The sun had gone down long ago and it was growing dark when she moved at last from the place where she had been standing. But instead of going toward home, she went on down the hill to the old house and peered in at the gaping black doorway. Yes, it was there, looking just the same, the bed of branches and dry leaves that she and the preacher had made. It was still warm, she had no doubt! And suddenly the walls of the old house rang with a hard, sardonic laugh. Whatever sordid tragedies they had witnessed, and doubtless they were many, the rain-streaked walls had never echoed to an unkinder sound. With a shrug she turned away.

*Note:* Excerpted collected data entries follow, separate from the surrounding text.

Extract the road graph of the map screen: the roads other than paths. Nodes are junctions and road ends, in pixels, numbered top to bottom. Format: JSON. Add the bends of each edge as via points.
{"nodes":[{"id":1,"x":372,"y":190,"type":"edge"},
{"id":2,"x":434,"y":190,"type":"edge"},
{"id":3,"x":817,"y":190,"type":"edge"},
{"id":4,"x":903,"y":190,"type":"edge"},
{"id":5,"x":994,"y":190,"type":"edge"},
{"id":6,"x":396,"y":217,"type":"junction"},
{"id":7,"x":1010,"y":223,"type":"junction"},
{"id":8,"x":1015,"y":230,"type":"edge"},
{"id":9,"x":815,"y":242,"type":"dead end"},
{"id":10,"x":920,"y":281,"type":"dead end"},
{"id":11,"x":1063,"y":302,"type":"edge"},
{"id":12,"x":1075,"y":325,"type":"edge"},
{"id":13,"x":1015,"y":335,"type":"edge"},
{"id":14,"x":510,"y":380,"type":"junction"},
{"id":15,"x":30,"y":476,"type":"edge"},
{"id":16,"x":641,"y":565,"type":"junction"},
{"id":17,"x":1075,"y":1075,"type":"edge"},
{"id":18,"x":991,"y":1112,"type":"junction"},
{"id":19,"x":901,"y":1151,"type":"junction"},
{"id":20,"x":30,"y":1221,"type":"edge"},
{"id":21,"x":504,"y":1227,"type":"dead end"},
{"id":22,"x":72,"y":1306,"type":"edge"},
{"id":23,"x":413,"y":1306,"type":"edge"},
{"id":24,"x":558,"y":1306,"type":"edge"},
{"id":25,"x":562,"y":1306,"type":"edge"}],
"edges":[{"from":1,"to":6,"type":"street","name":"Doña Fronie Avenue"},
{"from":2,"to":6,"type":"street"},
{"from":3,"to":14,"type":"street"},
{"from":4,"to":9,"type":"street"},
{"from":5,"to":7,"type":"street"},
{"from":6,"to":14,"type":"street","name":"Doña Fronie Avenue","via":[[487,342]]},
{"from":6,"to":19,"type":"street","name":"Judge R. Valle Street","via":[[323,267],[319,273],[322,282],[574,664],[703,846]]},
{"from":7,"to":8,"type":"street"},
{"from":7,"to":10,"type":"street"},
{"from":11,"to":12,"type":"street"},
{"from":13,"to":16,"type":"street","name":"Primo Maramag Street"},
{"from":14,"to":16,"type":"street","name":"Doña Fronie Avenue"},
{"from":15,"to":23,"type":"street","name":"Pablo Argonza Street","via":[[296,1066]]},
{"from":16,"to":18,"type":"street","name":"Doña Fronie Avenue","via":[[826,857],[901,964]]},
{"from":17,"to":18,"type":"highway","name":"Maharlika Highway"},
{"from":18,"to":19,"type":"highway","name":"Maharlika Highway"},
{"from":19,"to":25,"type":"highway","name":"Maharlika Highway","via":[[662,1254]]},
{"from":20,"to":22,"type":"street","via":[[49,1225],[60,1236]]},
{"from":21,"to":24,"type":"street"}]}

Nevertheless, when she started to open up the stretcher that night to make her bed, she found herself hesitating; and there was a softened moment when she almost fled to Jerry. The impulse passed without her giving way to it, and she continued to unfold the ragged quilts.


CHAPTER XXIV

The great after war pestilence called "flu" swept across Scott County that fall and winter, sparing neither the old men nor the young virgins. It knocked at many doors, and often where its knuckles had rapped the undertaker hung his bunch of crape. Sometimes the crape was a rusty black, often a rather soiled white. It took away Uncle Jonah Cobb and left Aunt Selina alone with the bees and rabbits. It took one of Joe Barnaby's children and Aunt Abigail's son, Noey, and Evalina, Aunt Maggie Slatten's second youngest girl. It took babies in arms and young men that the war had spared and women with child. It took Uncle Sam Whitmarsh away from his cheerful traffic in dogs and horses.

"It's allus this way," said Jabez Moorhouse. "War an' pestilence goes hand in hand. The bigger the war the bigger the pestilence. The Bible says them that's near at hand'll fall by the sword an' them that's afur off'll die o' the pestilence. We're a hell of a long ways off, but we're a-dyin' o' the pestilence jes the same."